Nietzsche’s “On Truth and Lies in a Nonmoral Sense”

On Truth and Lies in a Nonmoral Sense (1873) by Friedrich Nietzsche

I’d like to propose some alternative titles that I think Nietzsche could have used for this essay::

  • “Deceive Without Harm” – Your Guide to a Free Intellect
  • “Rationality”, It’s Definitely Overrated
  • Telling the Truth, aka Lying with the Herd
  • Human Intellect, It’s Built on Spider Webs
  • “Hide and Seek Truth”, The Game of Reason (and Five Year Olds)
  • We Could Be Living in Inception, And That’s Probably Okay

Friedrich Nietzsche begins his essay, “On Truth and Lies in a Nonmoral Sense” by disputing the superlative character of human intellect. As though the world’s axis revolved around their very existence, humans move through the world with the same arrogance as the narcissistic gnat, whose world would collapse without his own existence (1). Once upon a time man created the “power of knowing” and with it the pride from which he derives the value of his own existence.

Rather than admiring human intellect (as many philosophers have), Nietzsche casts doubt on its purpose and finds that humans as the “most unfortunate, delicate, and ephemeral beings” (1) possess intellect to hold them in existence (having been denied the opportunity of their animal counterparts to “wage the battle for existence with horns or with the sharp teeth of beasts of prey” (1)). Throughout the essay Nietzsche contrasts human existence with that of animals, locating the dichotomy in man’s ability to conceptualize the world, that is, his formation of truth (4). This intellect unfolds itself principally in dissimulation, where man engages in,

Deception, flattering, lying, deluding, talking behind the back, putting up a false front, living in borrowed splendor, wearing a mask, hiding behind convention, playing a role for others and for oneself (1).

Immersed in illusions and dream images, man is easily “sustained in the indifference of his own ignorance” (2). Nietzsche thus does not ask the question, “what is truth?” but instead “where does our drive for truth come from?”.

As social beings, humans maintain a balance between self-preservation (achieved through dissimulation) and the desire to exist socially (“with the herd”). Through this social commitment of peace the necessary distinction of “truth” is established. Language institutes the first laws of truth and the dichotomy of truth and lie (2). Existing in society thus becomes the duty of upholding “truth” and in return receiving the “pleasant, life-preserving consequences of truth” (2).
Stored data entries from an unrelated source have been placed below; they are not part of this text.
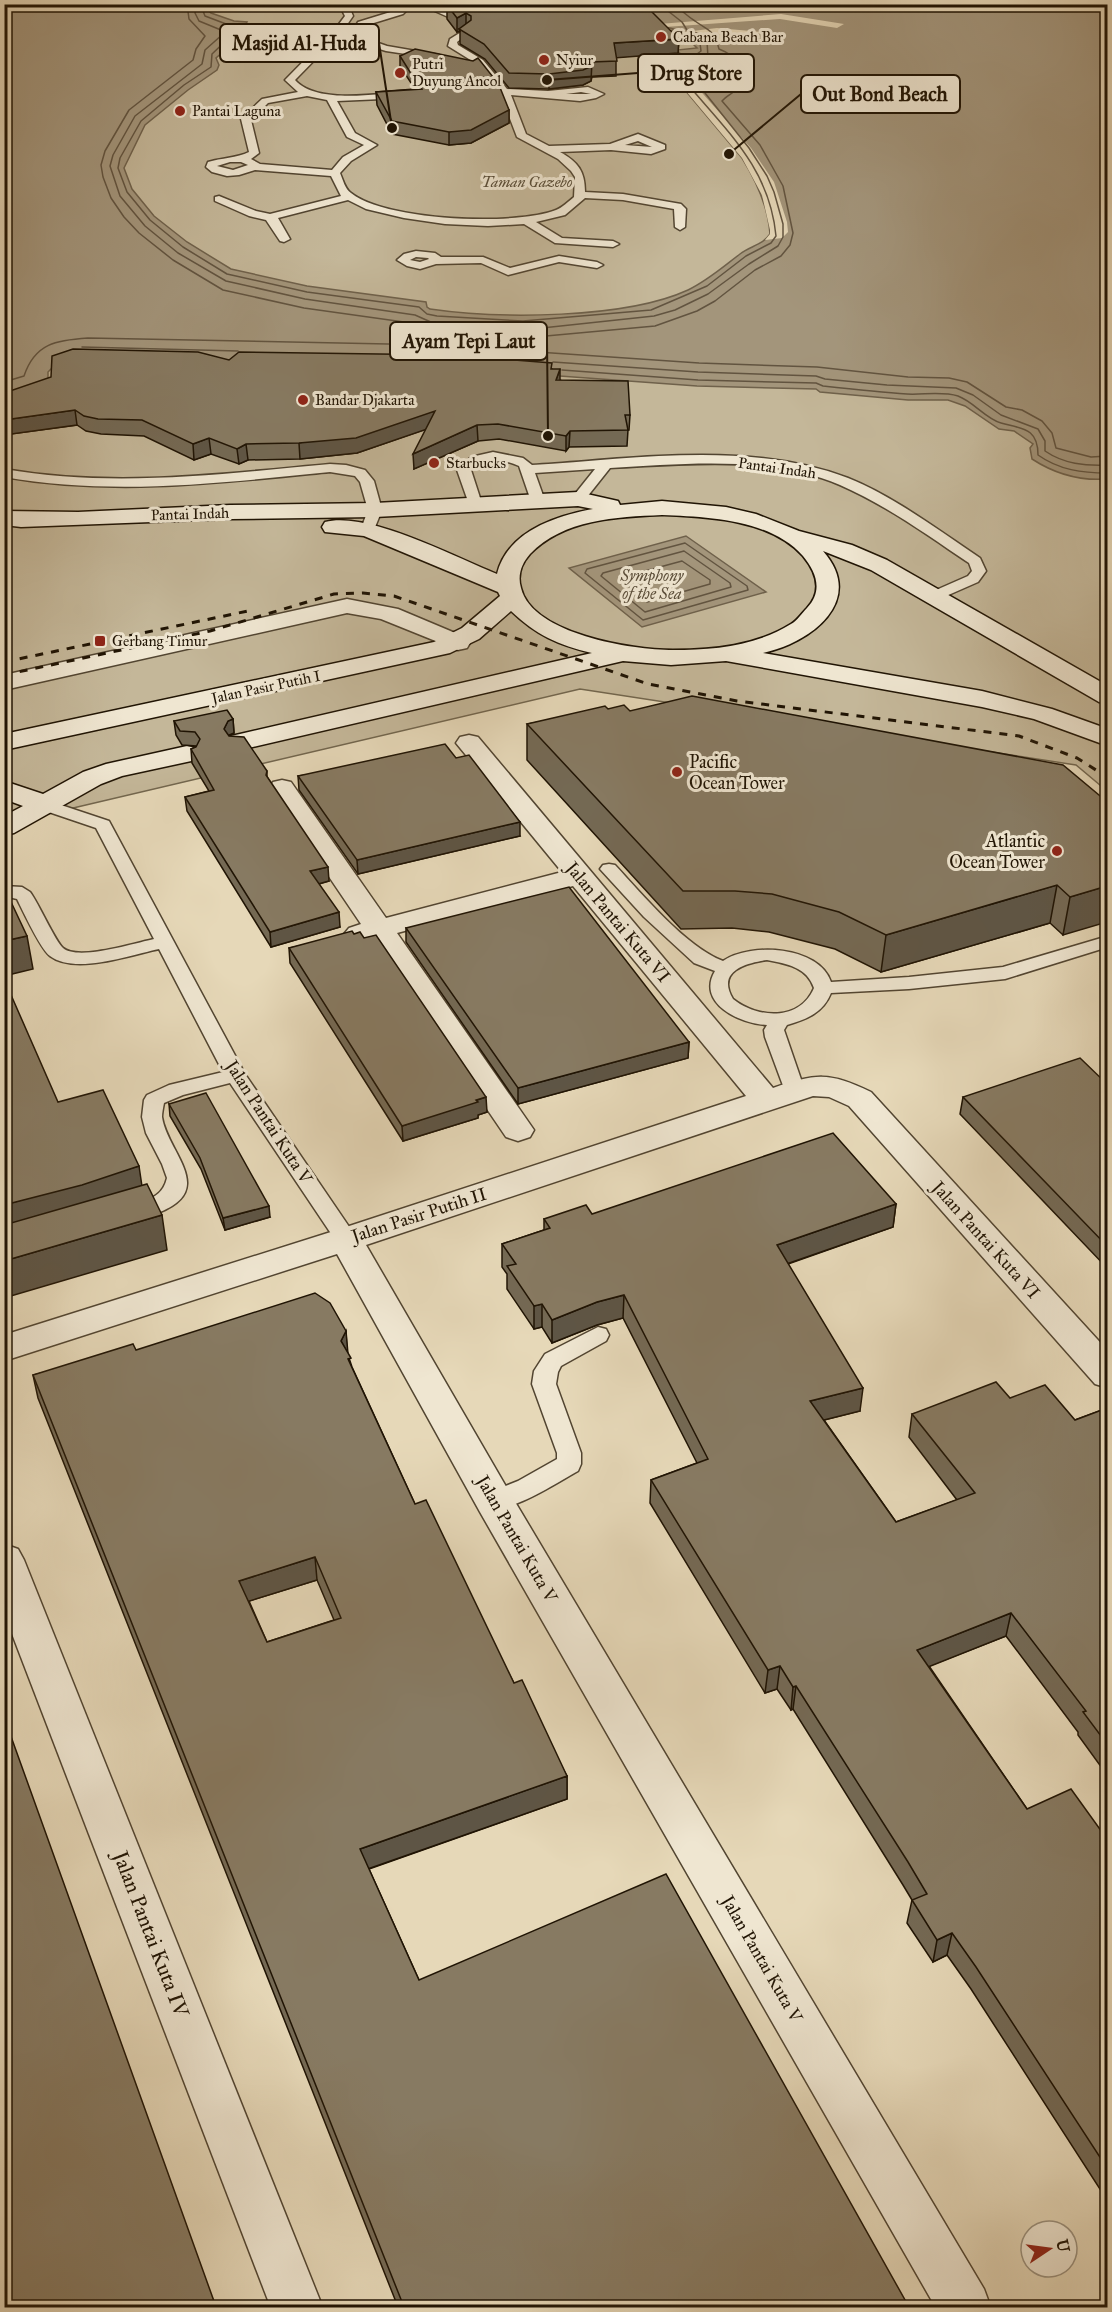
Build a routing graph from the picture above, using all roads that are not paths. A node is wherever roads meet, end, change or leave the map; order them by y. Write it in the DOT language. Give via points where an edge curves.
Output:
graph roads {
  1 [pos="403,4"];
  2 [pos="423,4"];
  3 [pos="342,5"];
  4 [pos="458,18"];
  5 [pos="466,32"];
  6 [pos="467,52"];
  7 [pos="465,63"];
  8 [pos="488,70"];
  9 [pos="488,92"];
  10 [pos="506,92"];
  11 [pos="305,94"];
  12 [pos="417,94"];
  13 [pos="549,94"];
  14 [pos="330,97"];
  15 [pos="611,147"];
  16 [pos="550,149"];
  17 [pos="243,159"];
  18 [pos="254,167"];
  19 [pos="335,173"];
  20 [pos="581,195"];
  21 [pos="348,197"];
  22 [pos="219,199"];
  23 [pos="270,217"];
  24 [pos="526,220"];
  25 [pos="442,222"];
  26 [pos="680,226"];
  27 [pos="436,235"];
  28 [pos="284,239"];
  29 [pos="426,243"];
  30 [pos="569,243"];
  31 [pos="613,244"];
  32 [pos="559,259"];
  33 [pos="597,265"];
  34 [pos="605,465"];
  35 [pos="527,469"];
  36 [pos="4,473"];
  37 [pos="578,499"];
  38 [pos="538,501"];
  39 [pos="475,504"];
  40 [pos="626,509"];
  41 [pos="4,518"];
  42 [pos="372,520"];
  43 [pos="4,536"];
  44 [pos="791,536"];
  45 [pos="509,592"];
  46 [pos="932,597"];
  47 [pos="458,643"];
  48 [pos="620,654"];
  49 [pos="726,654"];
  50 [pos="1031,675"];
  51 [pos="4,683"];
  52 [pos="1107,697"];
  53 [pos="982,699"];
  54 [pos="1107,738"];
  55 [pos="4,742"];
  56 [pos="240,742"];
  57 [pos="469,743"];
  58 [pos="187,754"];
  59 [pos="282,788"];
  60 [pos="4,789"];
  61 [pos="43,804"];
  62 [pos="4,827"];
  63 [pos="595,873"];
  64 [pos="4,891"];
  65 [pos="379,929"];
  66 [pos="335,941"];
  67 [pos="1107,941"];
  68 [pos="166,942"];
  69 [pos="725,968"];
  70 [pos="825,988"];
  71 [pos="780,1019"];
  72 [pos="235,1075"];
  73 [pos="834,1087"];
  74 [pos="781,1096"];
  75 [pos="518,1130"];
  76 [pos="111,1221"];
  77 [pos="346,1239"];
  78 [pos="598,1335"];
  79 [pos="4,1348"];
  80 [pos="1107,1375"];
  81 [pos="494,1501"];
  82 [pos="4,1560"];
  83 [pos="297,2307"];
  84 [pos="965,2307"];
  1 -- 6 [label="lane" via="405,8 400,12 361,24 357,39 386,48 450,58"];
  2 -- 4 [label="lane"];
  3 -- 11 [label="lane" via="349,16 291,80 293,87"];
  5 -- 6 [label="lane" via="453,41 456,48"];
  6 -- 8 [label="lane"];
  7 -- 8 [label="lane"];
  8 -- 10 [label="lane"];
  9 -- 10 [label="lane"];
  10 -- 13 [label="lane"];
  10 -- 16 [label="lane" via="521,135"];
  11 -- 14 [label="lane"];
  11 -- 17 [label="lane" via="265,101 246,119 254,153"];
  12 -- 14 [label="lane" via="402,90"];
  14 -- 19 [label="lane" via="351,135 372,146 347,159"];
  15 -- 16 [label="lane"];
  16 -- 20 [label="lane" via="577,173"];
  17 -- 18 [label="lane" via="254,163"];
  17 -- 18 [label="lane" via="219,160 211,167 231,172"];
  18 -- 19 [label="lane"];
  19 -- 21 [label="lane"];
  20 -- 24 [label="lane" via="575,204 557,213"];
  20 -- 26 [label="lane" via="677,206 681,209"];
  21 -- 23 [label="lane"];
  21 -- 25 [label="lane" via="380,212"];
  22 -- 23 [label="lane"];
  23 -- 28 [label="lane"];
  24 -- 25 [label="lane"];
  24 -- 30 [label="lane"];
  25 -- 27 [label="lane" via="443,227"];
  29 -- 32 [label="lane" via="416,254 432,255 435,261 483,260 508,272"];
  30 -- 31 [label="lane"];
  30 -- 32 [label="lane"];
  32 -- 33 [label="lane"];
  34 -- 35 [label="lane, Pantai Indah"];
  34 -- 37 [label="lane"];
  34 -- 46 [label="lane, Pantai Indah" via="702,460 754,463 806,470 842,481 899,510 975,561 979,571 973,579"];
  35 -- 38 [label="lane"];
  35 -- 39 [label="lane" via="518,460 490,456 468,464 464,470"];
  36 -- 42 [label="lane" via="85,484 346,469 360,473 366,481"];
  37 -- 38 [label="street, Pantai Indah"];
  37 -- 40 [label="street, Pantai Indah"];
  38 -- 39 [label="street, Pantai Indah"];
  39 -- 42 [label="street, Pantai Indah"];
  40 -- 44 [label="street" via="698,509 733,515"];
  40 -- 45 [label="street" via="550,529 524,546 509,566"];
  41 -- 42 [label="street, Pantai Indah" via="230,512"];
  42 -- 43 [label="street, Pantai Indah" via="336,527"];
  42 -- 45 [label="street, Pantai Indah"];
  44 -- 46 [label="street" via="844,550 879,565"];
  44 -- 49 [label="street" via="814,553 828,572 829,593 820,613 798,630 766,645"];
  45 -- 47 [label="street, Jalan Pasir Putih I" via="482,627"];
  45 -- 48 [label="street" via="521,612 545,630"];
  46 -- 50 [label="street"];
  47 -- 51 [label="street" via="388,613 347,606"];
  47 -- 55 [label="street, Jalan Pasir Putih I"];
  48 -- 49 [label="street" via="673,658"];
  48 -- 56 [label="street"];
  49 -- 53 [label="street"];
  50 -- 52 [label="street"];
  50 -- 53 [label="street" via="1008,693"];
  53 -- 54 [label="street" via="1043,714"];
  57 -- 63 [label="street, Jalan Pantai Kuta VI"];
  58 -- 61 [label="street" via="115,770"];
  59 -- 65 [label="street"];
  60 -- 61 [label="street"];
  61 -- 62 [label="street"];
  61 -- 68 [label="lane, Jalan Pantai Kuta V" via="103,825"];
  63 -- 65 [label="street"];
  63 -- 69 [label="lane" via="650,913 701,959"];
  63 -- 74 [label="street, Jalan Pantai Kuta VI"];
  64 -- 68 [label="lane" via="24,896 56,952 73,959"];
  65 -- 66 [label="street"];
  65 -- 75 [label="street"];
  67 -- 70 [label="lane" via="1005,973"];
  68 -- 72 [label="lane, Jalan Pantai Kuta V"];
  69 -- 70 [label="lane" via="751,956 784,956 812,968"];
  69 -- 71 [label="lane" via="718,987 722,998 746,1014"];
  70 -- 71 [label="lane" via="817,1005 795,1017"];
  71 -- 74 [label="lane" via="774,1030"];
  72 -- 76 [label="lane" via="176,1090 154,1100 150,1110 153,1121 178,1176 175,1191 143,1212"];
  72 -- 77 [label="lane, Jalan Pantai Kuta V"];
  73 -- 74 [label="street, Jalan Pasir Putih II" via="811,1086"];
  73 -- 80 [label="street, Jalan Pantai Kuta VI" via="867,1106"];
  74 -- 77 [label="street, Jalan Pasir Putih II"];
  77 -- 79 [label="street, Jalan Pasir Putih II"];
  77 -- 81 [label="street, Jalan Pantai Kuta V"];
  78 -- 81 [label="lane" via="553,1360 546,1371 544,1384 569,1464"];
  81 -- 84 [label="street, Jalan Pantai Kuta V"];
  82 -- 83 [label="street, Jalan Pantai Kuta IV"];
}
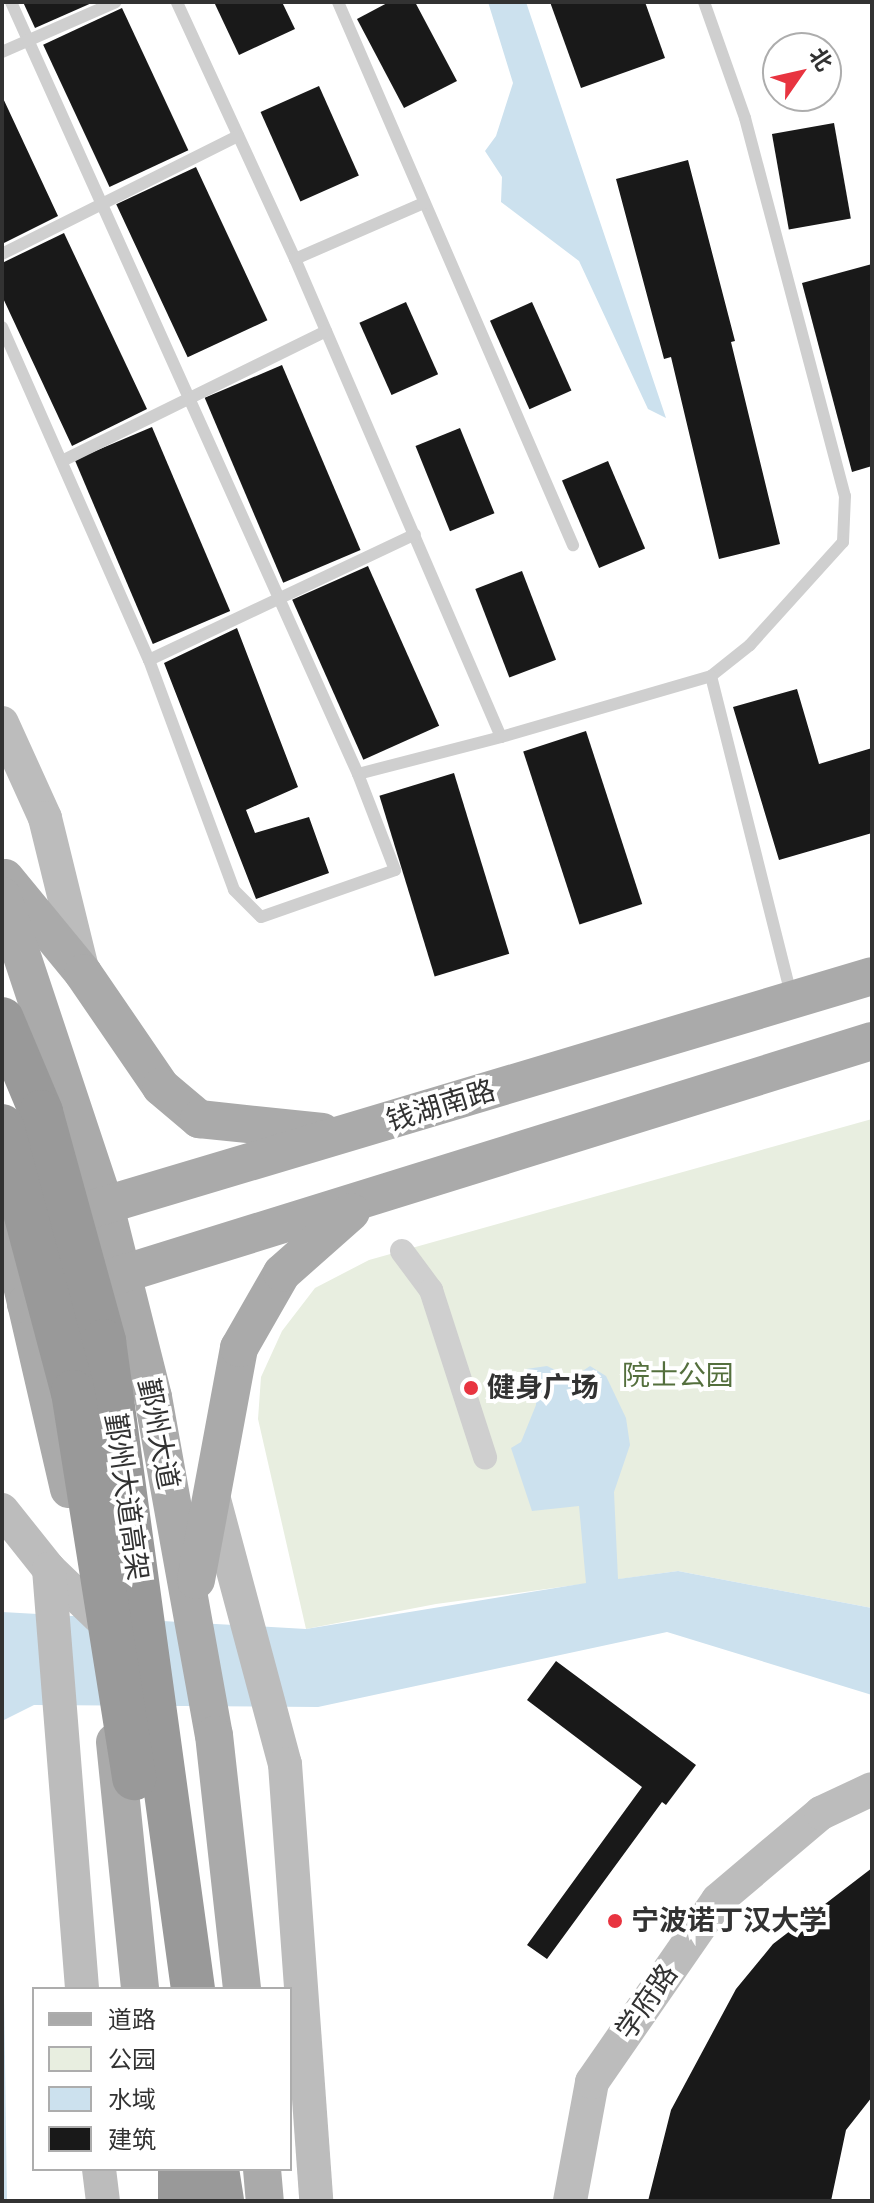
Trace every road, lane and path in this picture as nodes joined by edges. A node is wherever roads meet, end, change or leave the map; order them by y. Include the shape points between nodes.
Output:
1 (11, 2) edge
2 (116, 2) edge
3 (177, 2) edge
4 (338, 2) edge
5 (704, 2) edge
6 (28, 40) junction
7 (2, 52) edge
8 (238, 136) junction
9 (101, 202) junction
10 (424, 203) junction
11 (2, 254) edge
12 (295, 259) junction
13 (2, 327) edge
14 (326, 331) junction
15 (189, 398) junction
16 (64, 460) junction
17 (415, 534) junction
18 (573, 545) dead end
19 (279, 599) junction
20 (149, 660) junction
21 (711, 676) junction
22 (2, 723) edge
23 (501, 737) junction
24 (358, 774) junction
25 (2, 874) edge
26 (2, 896) edge
27 (83, 973) junction
28 (872, 976) edge
29 (793, 1000) junction
30 (2, 1019) edge
31 (872, 1041) edge
32 (2, 1126) edge
33 (349, 1134) junction
34 (361, 1203) junction
35 (105, 1206) junction
36 (4, 1224) edge
37 (402, 1251) dead end
38 (120, 1275) junction
39 (14, 1308) edge
40 (485, 1457) dead end
41 (211, 1487) junction
42 (2, 1510) edge
43 (49, 1569) junction
44 (191, 1610) junction
45 (99, 1617) junction
46 (872, 1789) edge
47 (82, 1987) edge
48 (140, 1987) edge
49 (167, 1987) edge
50 (193, 1987) edge
51 (242, 1987) edge
52 (99, 2171) edge
53 (158, 2171) edge
54 (180, 2171) edge
55 (217, 2171) edge
56 (262, 2171) edge
57 (103, 2201) edge
58 (159, 2201) edge
59 (180, 2201) edge
60 (222, 2201) edge
61 (265, 2201) edge
62 (316, 2201) edge
63 (570, 2201) edge

1 - 6 lane
2 - 6 lane
3 - 8 lane
4 - 10 lane
5 - 21 lane via 745,118 845,496 843,542 750,645
6 - 7 lane
6 - 9 lane
8 - 9 lane
8 - 12 lane
9 - 11 lane
9 - 15 lane
10 - 12 lane
10 - 18 lane
12 - 14 lane
13 - 16 lane
14 - 15 lane
14 - 17 lane
15 - 16 lane
15 - 19 lane
16 - 20 lane
17 - 19 lane
17 - 23 lane
19 - 20 lane
19 - 24 lane
20 - 24 lane via 234,890 261,917 395,870
21 - 23 lane
21 - 29 lane
22 - 27 street via 45,818
23 - 24 lane
25 - 27 main road
26 - 35 main road, 鄞州大道
27 - 33 main road via 161,1087 199,1119
28 - 29 main road, 钱湖南路
29 - 33 main road, 钱湖南路
30 - 50 highway, 鄞州大道高架, bridge via 41,1112 104,1341
31 - 34 main road
32 - 49 highway, 鄞州大道高架, bridge via 73,1392
33 - 35 main road, 钱湖南路
34 - 38 main road
34 - 41 main road via 282,1273 239,1348
35 - 36 main road, 钱湖南路
35 - 38 main road, 鄞州大道
36 - 39 main road
37 - 40 street via 431,1290
38 - 39 main road
38 - 44 main road, 鄞州大道 via 153,1397
39 - 45 main road
41 - 44 main road
41 - 62 street, 鄞州大道 via 285,1764
42 - 43 street
43 - 45 street
43 - 47 street
44 - 51 main road, 鄞州大道 via 214,1735
45 - 48 main road
46 - 63 street, 学府路 via 821,1813 718,1900 592,2082
52 - 57 street
53 - 58 main road
54 - 59 highway
55 - 60 highway
56 - 61 main road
Man, therefore, is indifferent toward “pure knowledge” (which has no consequences) and does not hate deception itself, but rather the negative consequences that arise out of certain forms of deception (2). Human drive, then, is not guided by the concept of “pure truth, but by a truth that is,

a sum of human relations which have been poetically and rhetorically intensified, transferred, and embellished, and which, after long usage, seem to a people to be fixed, canonical, and binding (4)

When we know something in this sense, we possess only a metaphor for that thing. Language does not mirror reality, rather, it constructs reality through metaphors. Language, a product of man, is inherently anthropomorphic, and thus truths voiced in language will always be “anthropomorphic truths” (5).